══ Dataset excerpts
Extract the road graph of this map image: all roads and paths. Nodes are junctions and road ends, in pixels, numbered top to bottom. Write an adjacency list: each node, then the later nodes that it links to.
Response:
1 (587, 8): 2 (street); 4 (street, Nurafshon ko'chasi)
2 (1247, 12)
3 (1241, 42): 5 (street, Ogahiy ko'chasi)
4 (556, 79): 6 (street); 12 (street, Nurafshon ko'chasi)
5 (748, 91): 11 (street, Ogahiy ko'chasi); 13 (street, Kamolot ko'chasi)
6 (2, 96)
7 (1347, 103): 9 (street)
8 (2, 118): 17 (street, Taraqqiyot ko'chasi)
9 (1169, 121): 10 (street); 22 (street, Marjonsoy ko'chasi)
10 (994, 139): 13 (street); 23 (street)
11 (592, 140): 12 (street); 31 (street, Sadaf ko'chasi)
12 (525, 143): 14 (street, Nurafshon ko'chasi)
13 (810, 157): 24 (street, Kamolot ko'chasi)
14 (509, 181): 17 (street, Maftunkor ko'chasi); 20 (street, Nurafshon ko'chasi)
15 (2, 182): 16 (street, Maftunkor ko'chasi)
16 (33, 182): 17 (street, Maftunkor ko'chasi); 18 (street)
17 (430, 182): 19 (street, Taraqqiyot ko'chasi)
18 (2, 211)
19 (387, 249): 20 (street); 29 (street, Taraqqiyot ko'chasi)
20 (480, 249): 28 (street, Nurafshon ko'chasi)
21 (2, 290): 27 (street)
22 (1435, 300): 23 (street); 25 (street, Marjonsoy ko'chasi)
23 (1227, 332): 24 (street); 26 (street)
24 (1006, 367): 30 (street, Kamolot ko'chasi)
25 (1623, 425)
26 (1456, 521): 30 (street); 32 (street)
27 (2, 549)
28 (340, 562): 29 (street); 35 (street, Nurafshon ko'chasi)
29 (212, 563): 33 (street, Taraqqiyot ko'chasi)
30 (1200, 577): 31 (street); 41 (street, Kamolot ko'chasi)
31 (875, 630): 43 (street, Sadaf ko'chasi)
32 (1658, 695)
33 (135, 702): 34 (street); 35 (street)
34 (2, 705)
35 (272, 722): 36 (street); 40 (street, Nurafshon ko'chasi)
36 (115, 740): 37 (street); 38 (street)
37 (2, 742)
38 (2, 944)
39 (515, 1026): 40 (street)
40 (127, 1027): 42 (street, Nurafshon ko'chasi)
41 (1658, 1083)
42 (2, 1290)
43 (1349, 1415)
════
══ Dataset excerpts
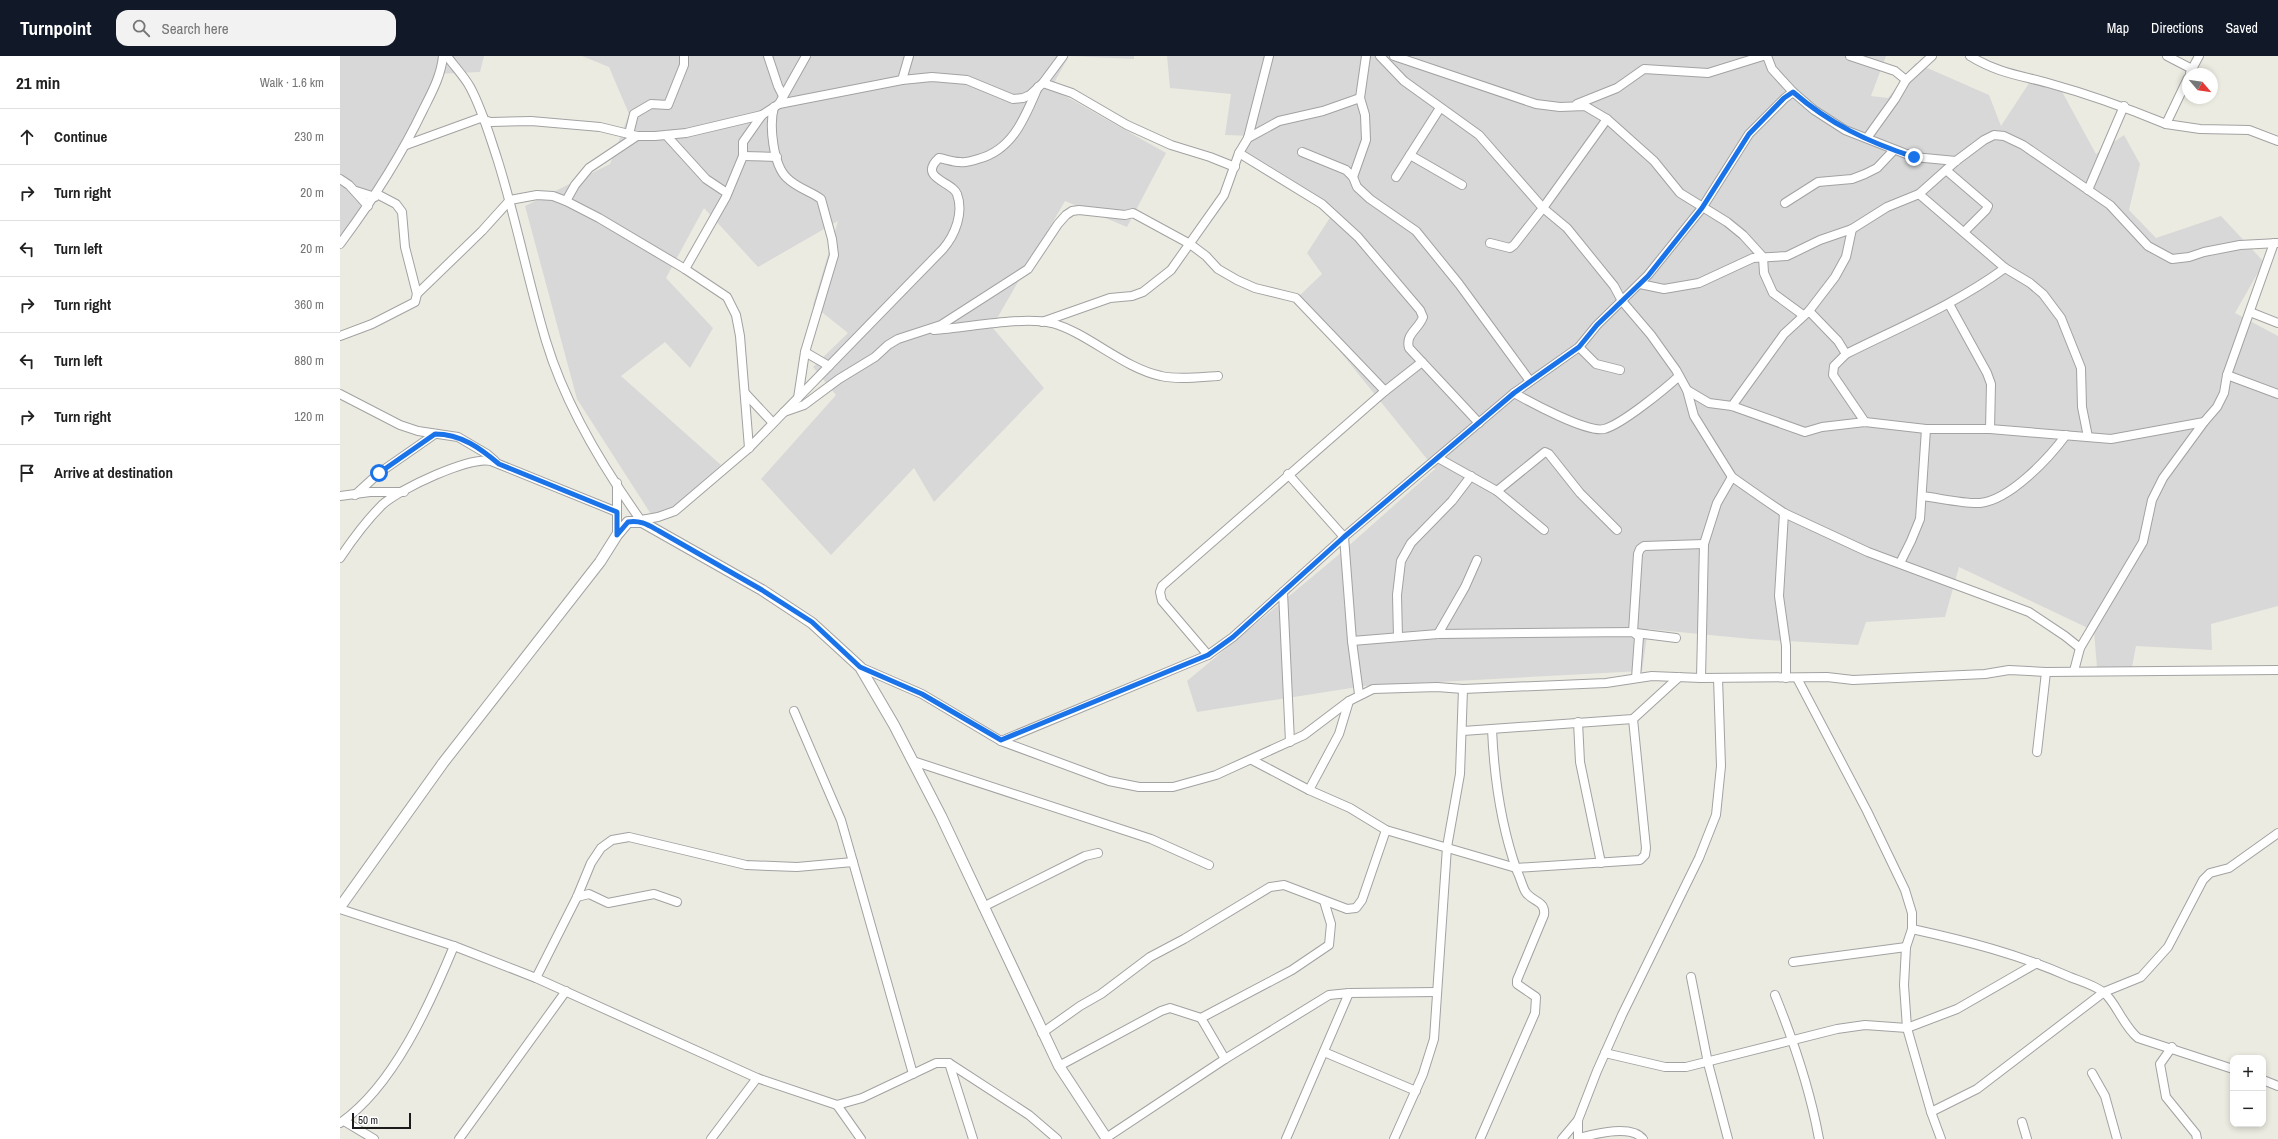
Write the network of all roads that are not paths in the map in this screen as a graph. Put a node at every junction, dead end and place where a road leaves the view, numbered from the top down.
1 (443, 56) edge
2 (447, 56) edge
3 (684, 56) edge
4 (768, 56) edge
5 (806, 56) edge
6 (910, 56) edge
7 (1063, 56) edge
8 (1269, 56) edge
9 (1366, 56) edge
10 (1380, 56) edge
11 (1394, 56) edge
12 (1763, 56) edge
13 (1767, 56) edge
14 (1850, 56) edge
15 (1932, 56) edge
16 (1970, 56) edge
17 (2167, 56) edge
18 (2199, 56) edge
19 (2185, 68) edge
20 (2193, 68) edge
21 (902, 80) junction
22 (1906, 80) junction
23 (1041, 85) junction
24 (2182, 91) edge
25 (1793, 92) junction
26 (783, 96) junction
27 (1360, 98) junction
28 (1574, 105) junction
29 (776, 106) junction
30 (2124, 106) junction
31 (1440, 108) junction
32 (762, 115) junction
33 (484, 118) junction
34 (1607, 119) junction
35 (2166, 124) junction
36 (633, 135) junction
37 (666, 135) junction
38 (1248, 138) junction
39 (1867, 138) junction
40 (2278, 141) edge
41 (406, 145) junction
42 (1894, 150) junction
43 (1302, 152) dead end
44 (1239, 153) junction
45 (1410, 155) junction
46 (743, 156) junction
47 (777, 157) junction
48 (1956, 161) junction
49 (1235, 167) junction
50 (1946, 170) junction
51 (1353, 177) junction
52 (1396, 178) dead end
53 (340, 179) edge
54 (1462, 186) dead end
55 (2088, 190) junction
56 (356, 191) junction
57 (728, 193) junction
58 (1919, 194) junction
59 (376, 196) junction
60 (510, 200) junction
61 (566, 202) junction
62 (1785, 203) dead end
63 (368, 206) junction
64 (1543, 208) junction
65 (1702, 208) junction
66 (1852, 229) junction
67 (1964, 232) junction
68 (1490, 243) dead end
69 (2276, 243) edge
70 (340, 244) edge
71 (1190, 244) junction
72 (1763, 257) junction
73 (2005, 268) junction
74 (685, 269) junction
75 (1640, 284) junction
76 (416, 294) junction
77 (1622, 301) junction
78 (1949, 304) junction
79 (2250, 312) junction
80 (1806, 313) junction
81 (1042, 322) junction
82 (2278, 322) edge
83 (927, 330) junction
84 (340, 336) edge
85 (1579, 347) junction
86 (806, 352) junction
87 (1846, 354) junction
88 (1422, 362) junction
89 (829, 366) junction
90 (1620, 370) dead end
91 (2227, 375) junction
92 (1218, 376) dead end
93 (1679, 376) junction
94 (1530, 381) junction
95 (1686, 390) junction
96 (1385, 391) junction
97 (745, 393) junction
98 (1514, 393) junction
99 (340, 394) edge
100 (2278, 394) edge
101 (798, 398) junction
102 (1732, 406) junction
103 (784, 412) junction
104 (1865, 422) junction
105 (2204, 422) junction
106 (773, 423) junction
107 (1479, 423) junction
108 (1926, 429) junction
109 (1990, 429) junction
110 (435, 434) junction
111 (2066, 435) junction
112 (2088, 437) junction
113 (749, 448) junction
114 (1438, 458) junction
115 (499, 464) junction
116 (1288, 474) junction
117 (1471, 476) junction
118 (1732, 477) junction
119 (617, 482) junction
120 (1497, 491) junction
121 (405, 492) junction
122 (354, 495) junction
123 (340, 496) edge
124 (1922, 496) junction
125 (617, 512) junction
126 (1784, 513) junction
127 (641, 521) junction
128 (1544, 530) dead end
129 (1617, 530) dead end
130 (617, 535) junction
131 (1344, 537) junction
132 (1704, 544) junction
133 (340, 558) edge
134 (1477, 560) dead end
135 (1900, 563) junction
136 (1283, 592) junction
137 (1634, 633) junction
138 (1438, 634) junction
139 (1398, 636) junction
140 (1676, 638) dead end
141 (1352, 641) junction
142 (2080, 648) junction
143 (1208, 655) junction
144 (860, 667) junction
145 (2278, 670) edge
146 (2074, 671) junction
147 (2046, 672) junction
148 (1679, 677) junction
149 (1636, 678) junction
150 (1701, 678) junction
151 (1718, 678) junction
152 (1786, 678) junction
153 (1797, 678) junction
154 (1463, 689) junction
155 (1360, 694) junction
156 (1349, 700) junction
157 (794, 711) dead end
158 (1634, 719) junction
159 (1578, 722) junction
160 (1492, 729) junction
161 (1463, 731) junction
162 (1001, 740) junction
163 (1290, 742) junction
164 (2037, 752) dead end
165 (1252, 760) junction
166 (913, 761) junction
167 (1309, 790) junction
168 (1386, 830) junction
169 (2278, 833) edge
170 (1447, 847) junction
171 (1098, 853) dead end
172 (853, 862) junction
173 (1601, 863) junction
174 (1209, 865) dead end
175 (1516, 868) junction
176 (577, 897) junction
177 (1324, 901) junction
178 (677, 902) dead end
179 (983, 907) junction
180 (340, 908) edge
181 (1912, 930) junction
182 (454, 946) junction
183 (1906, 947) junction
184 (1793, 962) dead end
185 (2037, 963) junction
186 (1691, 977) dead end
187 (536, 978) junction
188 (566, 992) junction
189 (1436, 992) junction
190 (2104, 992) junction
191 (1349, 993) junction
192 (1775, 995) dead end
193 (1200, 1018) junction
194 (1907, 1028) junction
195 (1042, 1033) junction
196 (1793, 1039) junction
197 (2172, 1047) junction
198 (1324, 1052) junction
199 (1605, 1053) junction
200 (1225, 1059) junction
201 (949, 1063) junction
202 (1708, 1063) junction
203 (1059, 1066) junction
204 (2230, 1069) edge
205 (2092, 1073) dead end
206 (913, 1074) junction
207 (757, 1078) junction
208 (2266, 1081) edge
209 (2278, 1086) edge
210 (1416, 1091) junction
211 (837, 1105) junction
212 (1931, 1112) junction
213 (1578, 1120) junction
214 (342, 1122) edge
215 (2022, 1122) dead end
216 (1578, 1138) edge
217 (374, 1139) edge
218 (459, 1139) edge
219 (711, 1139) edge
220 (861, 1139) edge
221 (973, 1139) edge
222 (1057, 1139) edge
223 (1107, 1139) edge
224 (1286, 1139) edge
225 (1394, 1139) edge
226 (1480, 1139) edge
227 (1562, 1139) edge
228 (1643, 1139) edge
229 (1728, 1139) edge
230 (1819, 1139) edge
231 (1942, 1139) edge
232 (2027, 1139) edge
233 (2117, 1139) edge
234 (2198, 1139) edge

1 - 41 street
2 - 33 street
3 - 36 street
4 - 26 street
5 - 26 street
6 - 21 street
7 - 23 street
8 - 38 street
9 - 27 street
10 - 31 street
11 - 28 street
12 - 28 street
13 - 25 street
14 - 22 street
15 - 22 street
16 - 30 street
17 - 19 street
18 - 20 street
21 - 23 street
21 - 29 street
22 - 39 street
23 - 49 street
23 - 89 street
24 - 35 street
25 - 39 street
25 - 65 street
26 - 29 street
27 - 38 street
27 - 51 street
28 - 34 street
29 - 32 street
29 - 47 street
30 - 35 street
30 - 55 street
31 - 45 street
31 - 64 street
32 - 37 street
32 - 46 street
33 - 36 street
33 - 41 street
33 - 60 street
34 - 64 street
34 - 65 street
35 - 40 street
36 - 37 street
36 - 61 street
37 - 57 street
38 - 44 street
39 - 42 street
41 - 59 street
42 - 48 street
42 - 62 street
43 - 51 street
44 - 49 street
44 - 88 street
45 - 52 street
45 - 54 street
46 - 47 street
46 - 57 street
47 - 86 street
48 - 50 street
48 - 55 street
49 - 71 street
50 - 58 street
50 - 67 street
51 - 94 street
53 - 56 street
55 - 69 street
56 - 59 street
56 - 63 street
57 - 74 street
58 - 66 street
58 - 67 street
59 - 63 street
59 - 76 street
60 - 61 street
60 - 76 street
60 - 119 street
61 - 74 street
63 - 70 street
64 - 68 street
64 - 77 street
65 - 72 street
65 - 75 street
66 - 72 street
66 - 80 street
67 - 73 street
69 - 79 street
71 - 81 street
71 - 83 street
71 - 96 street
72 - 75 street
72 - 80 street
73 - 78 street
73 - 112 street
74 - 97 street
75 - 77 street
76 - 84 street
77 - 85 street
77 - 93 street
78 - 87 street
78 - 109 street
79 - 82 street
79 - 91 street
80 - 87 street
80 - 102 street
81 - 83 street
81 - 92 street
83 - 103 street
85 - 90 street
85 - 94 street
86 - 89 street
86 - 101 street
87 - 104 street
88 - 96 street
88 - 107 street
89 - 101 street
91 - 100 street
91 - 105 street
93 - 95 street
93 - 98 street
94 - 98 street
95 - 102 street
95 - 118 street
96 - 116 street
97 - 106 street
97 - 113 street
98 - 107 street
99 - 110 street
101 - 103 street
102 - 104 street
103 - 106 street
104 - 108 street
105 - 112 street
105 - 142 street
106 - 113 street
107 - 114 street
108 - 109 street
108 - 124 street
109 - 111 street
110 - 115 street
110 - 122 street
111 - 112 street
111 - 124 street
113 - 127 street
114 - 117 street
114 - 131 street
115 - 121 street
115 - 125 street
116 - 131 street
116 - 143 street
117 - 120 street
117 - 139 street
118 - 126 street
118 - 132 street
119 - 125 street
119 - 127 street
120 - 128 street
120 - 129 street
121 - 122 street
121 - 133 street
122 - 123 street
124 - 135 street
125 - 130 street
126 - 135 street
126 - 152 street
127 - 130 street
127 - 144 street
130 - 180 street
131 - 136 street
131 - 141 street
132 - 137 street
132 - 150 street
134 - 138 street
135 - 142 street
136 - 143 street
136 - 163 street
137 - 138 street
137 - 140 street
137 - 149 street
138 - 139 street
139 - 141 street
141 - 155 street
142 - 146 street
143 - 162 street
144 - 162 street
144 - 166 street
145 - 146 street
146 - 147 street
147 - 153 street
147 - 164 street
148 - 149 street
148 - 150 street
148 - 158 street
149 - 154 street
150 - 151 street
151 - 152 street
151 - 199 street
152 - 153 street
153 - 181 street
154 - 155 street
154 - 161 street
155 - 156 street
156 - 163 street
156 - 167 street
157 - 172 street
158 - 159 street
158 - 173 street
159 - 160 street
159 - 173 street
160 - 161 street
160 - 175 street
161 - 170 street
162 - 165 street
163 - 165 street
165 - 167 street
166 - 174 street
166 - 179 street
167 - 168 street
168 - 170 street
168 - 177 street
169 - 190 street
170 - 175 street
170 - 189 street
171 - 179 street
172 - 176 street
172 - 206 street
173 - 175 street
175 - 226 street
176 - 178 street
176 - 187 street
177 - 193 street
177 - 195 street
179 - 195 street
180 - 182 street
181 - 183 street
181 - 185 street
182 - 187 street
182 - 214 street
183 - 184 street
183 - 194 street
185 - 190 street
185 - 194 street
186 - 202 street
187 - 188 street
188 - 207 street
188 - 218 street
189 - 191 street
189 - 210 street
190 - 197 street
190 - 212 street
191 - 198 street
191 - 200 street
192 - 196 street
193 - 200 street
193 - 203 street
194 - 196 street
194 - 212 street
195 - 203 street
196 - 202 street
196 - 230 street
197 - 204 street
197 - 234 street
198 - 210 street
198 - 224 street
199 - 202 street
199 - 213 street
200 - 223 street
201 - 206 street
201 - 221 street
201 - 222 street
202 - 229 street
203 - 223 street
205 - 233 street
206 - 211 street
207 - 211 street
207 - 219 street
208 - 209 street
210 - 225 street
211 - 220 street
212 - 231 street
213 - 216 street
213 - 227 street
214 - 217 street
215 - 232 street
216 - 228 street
════
══ Dataset excerpts
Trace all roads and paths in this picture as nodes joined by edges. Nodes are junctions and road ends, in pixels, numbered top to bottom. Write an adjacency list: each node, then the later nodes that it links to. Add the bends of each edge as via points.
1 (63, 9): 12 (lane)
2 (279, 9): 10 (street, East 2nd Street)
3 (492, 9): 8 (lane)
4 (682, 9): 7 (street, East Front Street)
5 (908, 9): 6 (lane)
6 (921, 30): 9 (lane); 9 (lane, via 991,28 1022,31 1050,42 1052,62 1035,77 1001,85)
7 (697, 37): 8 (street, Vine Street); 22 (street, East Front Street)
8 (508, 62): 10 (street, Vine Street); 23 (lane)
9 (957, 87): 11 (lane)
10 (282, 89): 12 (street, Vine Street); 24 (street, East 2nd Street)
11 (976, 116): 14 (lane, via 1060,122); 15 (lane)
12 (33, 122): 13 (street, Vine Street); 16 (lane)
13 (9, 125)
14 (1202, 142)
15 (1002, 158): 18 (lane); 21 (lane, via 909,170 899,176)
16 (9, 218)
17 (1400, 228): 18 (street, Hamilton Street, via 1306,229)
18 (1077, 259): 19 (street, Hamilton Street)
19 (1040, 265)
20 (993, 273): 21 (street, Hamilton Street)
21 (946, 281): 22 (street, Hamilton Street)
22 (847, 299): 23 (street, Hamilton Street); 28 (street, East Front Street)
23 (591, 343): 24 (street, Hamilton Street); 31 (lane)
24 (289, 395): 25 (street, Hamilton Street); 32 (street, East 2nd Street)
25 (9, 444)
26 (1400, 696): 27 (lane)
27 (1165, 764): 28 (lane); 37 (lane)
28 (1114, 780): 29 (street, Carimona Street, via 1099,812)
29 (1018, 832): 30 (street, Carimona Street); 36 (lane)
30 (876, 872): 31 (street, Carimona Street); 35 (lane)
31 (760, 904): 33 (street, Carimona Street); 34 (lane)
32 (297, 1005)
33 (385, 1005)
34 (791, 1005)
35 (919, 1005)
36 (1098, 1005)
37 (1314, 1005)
════
*The task:* Your answer should be the lines of the material above that include "Ogahiy".

*Answer area:*
3 (1241, 42): 5 (street, Ogahiy ko'chasi)
5 (748, 91): 11 (street, Ogahiy ko'chasi); 13 (street, Kamolot ko'chasi)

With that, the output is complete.